A proposed amendment to the state constitution that would give Floridians the right to “a clean and healthy environment” sends the right message in the wrong way.

Jacqui Thurlow-Lippisch, a member of Florida’s Constitution Revision Commission (CRC), is sponsoring Proposal 23 that, if placed on the ballot in November 2018 and passed by 60 percent of voters, would amend Article II in part to include the following: “Every person has a right to a clean and healthful environment, including clean air and water; control of pollution; and the conservation and restoration of the natural, scenic, historic, and aesthetic values of the environment as provided by law.”

Few would find offense with such principles. Who desires dirty air and water?

The amendment is a response to public frustration over the way the Legislature has implemented the Florida Water and Land Conservation Initiative — aka Amendment 1, passed by 75 percent of state voters in 2014. Lawmakers have not been appropriating a third of annual doc stamp revenues for the Florida Forever land acquisition program, instead spending the money on other environmental initiatives.

Although the goals expressed by Proposal 23 may be admirable, it is written in such general terms that enforcing it would be wholly subjective. When adjudicating a legal dispute over compliance, how would authorities determine what constitutes “clean” and “healthful”?

The answers are key, because Proposal 23 also would make it easier to pursue legal challenges to environmental policies. If the courthouse door is to open wider, it should not at the same time invite more uncertainty into the proceedings.

Such ambiguity would not be new to the Florida Constitution.
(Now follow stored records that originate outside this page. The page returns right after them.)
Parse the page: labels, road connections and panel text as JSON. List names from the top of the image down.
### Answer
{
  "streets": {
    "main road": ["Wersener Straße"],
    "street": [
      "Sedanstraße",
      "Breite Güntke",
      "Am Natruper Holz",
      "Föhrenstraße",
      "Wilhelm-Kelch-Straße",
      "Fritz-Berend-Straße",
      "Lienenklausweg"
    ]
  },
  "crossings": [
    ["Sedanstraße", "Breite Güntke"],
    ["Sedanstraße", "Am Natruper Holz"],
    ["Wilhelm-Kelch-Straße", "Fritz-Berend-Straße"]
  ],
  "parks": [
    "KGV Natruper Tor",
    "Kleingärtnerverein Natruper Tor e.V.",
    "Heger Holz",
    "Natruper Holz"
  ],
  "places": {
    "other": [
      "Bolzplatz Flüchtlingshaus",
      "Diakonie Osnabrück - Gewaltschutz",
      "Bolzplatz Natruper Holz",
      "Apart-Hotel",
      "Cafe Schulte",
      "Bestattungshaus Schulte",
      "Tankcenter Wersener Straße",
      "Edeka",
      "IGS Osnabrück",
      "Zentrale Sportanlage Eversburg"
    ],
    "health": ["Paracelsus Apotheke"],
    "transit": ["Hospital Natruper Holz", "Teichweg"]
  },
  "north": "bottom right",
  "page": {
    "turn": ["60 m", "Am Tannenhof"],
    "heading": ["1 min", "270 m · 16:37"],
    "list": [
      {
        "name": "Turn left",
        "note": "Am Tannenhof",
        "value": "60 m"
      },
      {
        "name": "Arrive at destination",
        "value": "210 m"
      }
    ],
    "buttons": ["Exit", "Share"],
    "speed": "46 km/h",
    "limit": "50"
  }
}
In 2009 several advocacy groups filed a lawsuit against the State Board of Education, arguing it failed to fund “high quality” public schools. The case finally went to trial in 2016, where a Leon County circuit court judge ruled against the plaintiffs, writing that “the weight of the evidence shows that the state has made education a top priority both in terms of implementation of research-based education policies and reforms, as well as education funding.”

That opinion currently is under appeal. The First District Court of Appeal heard oral arguments in July. When questioned by the three-judge panel, the plaintiffs attorney couldn’t answer when asked to cite the specific standard Florida wasn’t meeting, whether it was funding, school grades or some other metric of achievement. Judge James Wolf wondered if the constitutional amendment is “totally useless” without standards to enforce it.

There are better ways for Floridians to put teeth into environmental laws and serve the public interest. One example to consider: Thurlow-Lippisch, the sponsor of Proposal 23, is behind another proposal that would create an elected Cabinet position for a commissioner of Environmental Protection.

The eight-year legal dispute over Florida’s education amendment offers a preview of what could happen if Proposal 23 were approved. The state’s environmental policy needs clarity, not confusion.